Gareth_Furnell · November 29, 2023, 1:55pm

Hi

I have a Spark connector that reads from my MongoDB Database with version information:

"clientMetadata": {
        "driver": {
            "name": "mongo-java-driver|legacy|mongo-spark",
            "version": "3.12.3|2.4.1"
        },
        "os": {
            "type": "Linux",
            "name": "Linux",
            "architecture": "amd64",
            "version": "3.10.0-1160.99.1.el7.x86_64"
        },
        "platform": "Java/Red Hat, Inc./1.8.0_382-b05|Scala/2.11.12:Spark/2.4.8.7.1.9.0-387"
    },

and for some reason that I cannot find the root cause of, every read query creates a filter:

{
                "$match": {
                    "_id": {
                        "$lt": "747877945yrhduwedu"
                    }
                }
            }

which i do not specify in the aggregation pipeline at all - this then causes the query to scan the entire collection and creates slow queries - if I test an aggregation pipeline removing this $match the query is lightning fast.

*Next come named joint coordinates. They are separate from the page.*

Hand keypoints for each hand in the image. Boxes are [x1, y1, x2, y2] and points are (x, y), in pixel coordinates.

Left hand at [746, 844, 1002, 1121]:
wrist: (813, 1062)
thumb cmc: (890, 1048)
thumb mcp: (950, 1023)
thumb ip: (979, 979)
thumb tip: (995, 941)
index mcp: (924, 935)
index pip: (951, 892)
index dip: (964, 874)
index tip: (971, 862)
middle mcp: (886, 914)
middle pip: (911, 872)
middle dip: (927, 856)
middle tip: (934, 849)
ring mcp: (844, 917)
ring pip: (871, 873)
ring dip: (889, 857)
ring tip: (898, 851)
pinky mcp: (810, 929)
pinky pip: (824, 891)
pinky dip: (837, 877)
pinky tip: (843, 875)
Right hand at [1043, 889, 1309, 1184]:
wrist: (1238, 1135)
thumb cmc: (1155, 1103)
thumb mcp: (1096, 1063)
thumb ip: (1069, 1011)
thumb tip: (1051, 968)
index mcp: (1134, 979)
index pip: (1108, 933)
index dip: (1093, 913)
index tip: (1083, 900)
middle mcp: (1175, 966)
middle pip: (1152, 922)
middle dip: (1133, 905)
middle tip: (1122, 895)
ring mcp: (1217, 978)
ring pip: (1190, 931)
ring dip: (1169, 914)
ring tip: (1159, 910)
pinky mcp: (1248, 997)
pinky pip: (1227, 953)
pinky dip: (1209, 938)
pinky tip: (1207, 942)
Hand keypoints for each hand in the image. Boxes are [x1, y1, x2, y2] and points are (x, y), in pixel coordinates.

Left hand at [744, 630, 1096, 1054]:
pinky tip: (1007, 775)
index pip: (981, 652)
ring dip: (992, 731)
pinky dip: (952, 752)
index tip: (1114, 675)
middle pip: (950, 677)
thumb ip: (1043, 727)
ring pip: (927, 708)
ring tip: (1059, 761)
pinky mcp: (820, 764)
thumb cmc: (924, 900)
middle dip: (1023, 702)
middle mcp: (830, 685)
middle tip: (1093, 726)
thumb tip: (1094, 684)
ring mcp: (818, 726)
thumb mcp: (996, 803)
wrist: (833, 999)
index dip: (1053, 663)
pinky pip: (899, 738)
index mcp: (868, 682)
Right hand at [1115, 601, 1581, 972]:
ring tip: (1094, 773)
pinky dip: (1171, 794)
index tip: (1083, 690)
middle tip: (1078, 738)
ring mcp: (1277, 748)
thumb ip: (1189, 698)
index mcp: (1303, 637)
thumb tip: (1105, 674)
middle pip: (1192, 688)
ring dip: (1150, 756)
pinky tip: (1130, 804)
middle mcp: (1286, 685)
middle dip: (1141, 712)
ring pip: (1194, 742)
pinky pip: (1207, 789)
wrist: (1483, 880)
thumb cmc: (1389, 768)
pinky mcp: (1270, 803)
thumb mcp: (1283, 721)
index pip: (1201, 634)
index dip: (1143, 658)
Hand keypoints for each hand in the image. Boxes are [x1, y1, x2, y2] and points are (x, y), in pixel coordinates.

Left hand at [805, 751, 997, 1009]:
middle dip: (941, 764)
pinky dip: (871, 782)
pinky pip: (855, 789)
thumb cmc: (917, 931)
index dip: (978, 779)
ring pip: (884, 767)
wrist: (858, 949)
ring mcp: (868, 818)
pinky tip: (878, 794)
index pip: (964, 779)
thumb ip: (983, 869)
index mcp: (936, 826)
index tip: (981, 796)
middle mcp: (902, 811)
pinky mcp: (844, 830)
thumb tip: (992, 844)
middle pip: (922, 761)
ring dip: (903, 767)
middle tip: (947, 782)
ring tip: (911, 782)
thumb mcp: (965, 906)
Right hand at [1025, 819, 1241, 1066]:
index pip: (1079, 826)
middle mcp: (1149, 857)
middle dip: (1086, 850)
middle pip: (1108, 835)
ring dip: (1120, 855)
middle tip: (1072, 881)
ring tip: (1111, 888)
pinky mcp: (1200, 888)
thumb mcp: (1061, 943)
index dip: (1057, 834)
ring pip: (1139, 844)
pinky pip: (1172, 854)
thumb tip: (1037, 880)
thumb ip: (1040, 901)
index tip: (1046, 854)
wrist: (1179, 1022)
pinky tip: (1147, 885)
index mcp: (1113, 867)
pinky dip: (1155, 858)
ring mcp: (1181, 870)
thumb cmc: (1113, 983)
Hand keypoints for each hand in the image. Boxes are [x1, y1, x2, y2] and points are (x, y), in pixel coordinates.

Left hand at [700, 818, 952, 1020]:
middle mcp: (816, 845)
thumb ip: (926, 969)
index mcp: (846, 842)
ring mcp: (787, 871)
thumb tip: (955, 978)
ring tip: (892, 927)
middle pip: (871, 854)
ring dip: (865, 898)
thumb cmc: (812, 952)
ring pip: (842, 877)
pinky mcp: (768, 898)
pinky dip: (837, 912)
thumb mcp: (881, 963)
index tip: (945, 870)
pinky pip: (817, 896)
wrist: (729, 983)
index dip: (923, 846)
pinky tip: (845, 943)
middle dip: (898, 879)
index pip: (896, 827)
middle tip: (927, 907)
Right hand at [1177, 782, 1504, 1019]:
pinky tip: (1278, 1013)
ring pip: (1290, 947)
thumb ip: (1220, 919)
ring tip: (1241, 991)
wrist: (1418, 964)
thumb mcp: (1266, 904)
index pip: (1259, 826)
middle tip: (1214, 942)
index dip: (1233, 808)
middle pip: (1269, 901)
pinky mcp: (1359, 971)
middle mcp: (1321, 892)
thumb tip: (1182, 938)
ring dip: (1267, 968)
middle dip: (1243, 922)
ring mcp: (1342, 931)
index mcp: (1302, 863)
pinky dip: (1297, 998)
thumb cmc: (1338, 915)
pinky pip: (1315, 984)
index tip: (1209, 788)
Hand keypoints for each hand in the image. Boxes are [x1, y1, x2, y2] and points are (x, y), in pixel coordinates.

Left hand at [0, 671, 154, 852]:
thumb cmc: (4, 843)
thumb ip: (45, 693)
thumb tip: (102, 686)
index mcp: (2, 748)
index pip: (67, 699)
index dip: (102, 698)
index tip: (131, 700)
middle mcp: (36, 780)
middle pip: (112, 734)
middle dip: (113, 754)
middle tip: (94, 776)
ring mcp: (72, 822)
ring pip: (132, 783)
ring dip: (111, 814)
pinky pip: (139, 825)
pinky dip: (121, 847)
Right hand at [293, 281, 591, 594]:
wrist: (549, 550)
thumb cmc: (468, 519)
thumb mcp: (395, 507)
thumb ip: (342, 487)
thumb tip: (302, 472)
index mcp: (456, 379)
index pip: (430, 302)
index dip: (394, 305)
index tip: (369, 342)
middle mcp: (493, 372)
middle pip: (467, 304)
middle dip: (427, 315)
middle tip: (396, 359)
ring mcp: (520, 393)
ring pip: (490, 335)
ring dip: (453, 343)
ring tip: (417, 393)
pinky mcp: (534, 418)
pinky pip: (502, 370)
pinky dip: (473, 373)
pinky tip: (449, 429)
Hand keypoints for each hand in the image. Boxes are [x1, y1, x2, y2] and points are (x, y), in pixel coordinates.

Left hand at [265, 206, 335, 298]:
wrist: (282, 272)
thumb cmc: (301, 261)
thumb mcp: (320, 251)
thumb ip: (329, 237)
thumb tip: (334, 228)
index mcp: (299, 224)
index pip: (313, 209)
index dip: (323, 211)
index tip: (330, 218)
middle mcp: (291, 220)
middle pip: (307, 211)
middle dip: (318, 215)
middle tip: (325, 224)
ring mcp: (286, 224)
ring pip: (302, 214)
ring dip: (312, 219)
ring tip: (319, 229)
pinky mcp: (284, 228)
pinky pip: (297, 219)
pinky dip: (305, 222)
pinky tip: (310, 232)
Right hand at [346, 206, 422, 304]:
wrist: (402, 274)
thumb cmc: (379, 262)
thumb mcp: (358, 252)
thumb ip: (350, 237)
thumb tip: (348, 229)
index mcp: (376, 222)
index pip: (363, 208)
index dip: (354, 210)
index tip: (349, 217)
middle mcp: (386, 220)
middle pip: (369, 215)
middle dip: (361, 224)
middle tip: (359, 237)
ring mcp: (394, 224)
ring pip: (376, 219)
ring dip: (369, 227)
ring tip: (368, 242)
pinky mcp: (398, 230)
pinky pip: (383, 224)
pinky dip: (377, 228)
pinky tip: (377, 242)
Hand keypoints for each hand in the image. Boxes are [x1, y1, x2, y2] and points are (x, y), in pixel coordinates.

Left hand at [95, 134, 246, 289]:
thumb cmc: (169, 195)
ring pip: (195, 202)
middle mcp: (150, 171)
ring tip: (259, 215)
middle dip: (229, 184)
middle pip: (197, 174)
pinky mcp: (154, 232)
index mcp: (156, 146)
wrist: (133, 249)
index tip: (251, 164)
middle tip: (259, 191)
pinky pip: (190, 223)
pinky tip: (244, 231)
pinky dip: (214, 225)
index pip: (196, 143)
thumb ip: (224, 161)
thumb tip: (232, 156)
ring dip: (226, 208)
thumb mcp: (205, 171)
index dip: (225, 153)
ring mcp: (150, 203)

Any assistance would be greatly appreciated
Kindest Regards
Gareth Furnell

dha24 · November 30, 2023, 8:21am

can you share the complete pipeline that you are using to get data through the spark

Gareth_Furnell · November 30, 2023, 9:08am

Spark settings:
 
{   'pipeline': [   {   '$match': {   'date': 202311,
                                      'day': 30,
                                      'hour': 11,
                                      'array.field': 'data'}},
                    {   '$project': {   'array.field': 0,
                                        'array.field.headers': 0,
                                        'array.field': 0}}],
    'spark.mongodb.input.batchSize': '1000',
    'spark.mongodb.input.localThreshold': '15',
    'spark.mongodb.input.readPreference.name': 'secondary',
    'spark.mongodb.input.registerSQLHelperFunctions': False,
    'spark.mongodb.input.sampleSize': '1000',

This is in the spark settings but when the query goes through and i check it when it becomes a slow query it includes the:

 "command": {
        "aggregate": "collection",
        "pipeline": [
            {
                "$match": {
                    "_id": {
                        "$lt": "23487fhisjdkcn"
                    }
                }
            },
            {
                "$match": {
                    "date": 202311,
                    "day": 30,
                    "hour": 11,
                    "array.field": "field"
                }
            },
            {
                "$project": {
                    "array.field": 0,
                    "array.field.headers": 0,
                    "array.field": 0
                }
            }
        ],
        "cursor": {
            "batchSize": 1000
        },